** PROBLEM STATEMENT **
Every line of the records below that holds the word "graph" should be copied out.

** SUPPLIED DATA **
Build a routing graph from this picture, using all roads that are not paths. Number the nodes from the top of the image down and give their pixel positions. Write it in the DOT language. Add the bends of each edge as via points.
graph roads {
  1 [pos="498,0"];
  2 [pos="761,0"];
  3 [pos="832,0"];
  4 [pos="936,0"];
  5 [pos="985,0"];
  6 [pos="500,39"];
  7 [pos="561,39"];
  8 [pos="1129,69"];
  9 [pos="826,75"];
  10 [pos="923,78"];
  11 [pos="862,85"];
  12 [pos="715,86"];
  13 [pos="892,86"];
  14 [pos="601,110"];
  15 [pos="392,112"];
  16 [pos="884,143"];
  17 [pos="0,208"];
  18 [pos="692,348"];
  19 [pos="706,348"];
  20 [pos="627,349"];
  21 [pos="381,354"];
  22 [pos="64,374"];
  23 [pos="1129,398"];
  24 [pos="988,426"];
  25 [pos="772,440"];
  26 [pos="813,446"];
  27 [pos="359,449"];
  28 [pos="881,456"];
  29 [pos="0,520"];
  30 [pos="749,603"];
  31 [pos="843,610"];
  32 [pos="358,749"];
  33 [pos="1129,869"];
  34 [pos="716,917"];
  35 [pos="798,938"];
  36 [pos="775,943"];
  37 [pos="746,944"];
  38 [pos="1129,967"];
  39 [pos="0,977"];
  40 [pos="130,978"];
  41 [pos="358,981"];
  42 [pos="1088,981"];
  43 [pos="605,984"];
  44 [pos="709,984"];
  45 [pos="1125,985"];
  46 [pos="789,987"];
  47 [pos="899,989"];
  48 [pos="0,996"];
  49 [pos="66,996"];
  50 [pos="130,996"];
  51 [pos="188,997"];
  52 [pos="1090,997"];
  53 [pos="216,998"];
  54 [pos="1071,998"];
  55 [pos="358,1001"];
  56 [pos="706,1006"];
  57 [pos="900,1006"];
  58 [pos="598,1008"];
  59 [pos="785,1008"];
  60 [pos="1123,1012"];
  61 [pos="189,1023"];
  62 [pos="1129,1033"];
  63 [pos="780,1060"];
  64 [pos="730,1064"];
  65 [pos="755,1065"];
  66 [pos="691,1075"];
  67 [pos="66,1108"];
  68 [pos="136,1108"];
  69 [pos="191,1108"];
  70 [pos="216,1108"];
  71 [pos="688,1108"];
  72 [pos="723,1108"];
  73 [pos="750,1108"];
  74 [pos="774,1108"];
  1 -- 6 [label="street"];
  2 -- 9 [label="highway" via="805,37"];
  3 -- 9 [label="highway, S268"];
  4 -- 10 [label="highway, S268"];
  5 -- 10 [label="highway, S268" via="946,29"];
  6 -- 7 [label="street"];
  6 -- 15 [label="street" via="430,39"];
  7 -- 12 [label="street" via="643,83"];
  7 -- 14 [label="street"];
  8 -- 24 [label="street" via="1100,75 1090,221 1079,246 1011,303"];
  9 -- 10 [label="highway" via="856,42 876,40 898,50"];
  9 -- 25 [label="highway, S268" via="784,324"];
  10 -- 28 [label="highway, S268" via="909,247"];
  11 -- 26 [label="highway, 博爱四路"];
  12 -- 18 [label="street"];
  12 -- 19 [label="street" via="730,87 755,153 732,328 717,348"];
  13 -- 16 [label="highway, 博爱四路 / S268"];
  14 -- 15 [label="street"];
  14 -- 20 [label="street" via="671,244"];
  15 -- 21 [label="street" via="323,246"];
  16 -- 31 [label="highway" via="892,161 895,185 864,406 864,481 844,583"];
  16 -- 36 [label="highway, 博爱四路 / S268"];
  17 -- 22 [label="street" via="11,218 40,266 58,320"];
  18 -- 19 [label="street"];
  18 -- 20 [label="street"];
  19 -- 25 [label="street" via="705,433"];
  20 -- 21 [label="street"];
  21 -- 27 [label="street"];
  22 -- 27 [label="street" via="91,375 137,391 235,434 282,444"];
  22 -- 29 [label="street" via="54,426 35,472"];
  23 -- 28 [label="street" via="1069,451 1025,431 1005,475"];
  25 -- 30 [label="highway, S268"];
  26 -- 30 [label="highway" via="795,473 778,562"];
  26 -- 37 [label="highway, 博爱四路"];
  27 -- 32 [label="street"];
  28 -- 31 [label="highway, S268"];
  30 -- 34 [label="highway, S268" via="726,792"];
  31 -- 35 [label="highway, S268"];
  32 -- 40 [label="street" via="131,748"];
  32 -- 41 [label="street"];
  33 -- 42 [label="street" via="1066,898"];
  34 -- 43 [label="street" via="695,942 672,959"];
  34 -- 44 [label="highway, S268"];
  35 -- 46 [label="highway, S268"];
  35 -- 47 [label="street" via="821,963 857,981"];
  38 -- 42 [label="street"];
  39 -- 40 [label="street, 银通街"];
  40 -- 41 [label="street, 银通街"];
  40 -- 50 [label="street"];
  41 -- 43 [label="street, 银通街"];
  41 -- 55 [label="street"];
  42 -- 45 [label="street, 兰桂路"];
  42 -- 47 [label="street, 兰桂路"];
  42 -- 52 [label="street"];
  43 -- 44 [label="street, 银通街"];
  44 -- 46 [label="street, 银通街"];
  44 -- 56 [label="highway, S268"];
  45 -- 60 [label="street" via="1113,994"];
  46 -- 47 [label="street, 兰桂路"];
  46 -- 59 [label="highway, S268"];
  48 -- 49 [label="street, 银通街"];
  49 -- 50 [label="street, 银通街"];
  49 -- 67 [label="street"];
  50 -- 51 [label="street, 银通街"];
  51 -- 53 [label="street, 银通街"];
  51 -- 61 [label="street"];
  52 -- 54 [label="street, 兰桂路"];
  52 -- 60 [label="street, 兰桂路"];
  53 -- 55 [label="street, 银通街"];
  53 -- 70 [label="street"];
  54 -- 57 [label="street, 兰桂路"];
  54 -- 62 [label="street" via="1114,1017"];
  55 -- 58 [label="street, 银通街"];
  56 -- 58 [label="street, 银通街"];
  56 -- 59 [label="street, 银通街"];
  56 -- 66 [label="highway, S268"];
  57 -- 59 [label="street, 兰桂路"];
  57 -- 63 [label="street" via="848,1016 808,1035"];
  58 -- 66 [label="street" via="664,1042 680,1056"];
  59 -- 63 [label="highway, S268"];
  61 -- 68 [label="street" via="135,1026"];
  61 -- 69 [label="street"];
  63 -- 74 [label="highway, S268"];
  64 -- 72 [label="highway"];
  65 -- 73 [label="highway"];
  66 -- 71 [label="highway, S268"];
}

** RESPONSE TO THE EXERCISE **
Build a routing graph from this picture, using all roads that are not paths. Number the nodes from the top of the image down and give their pixel positions. Write it in the DOT language. Add the bends of each edge as via points.
graph roads {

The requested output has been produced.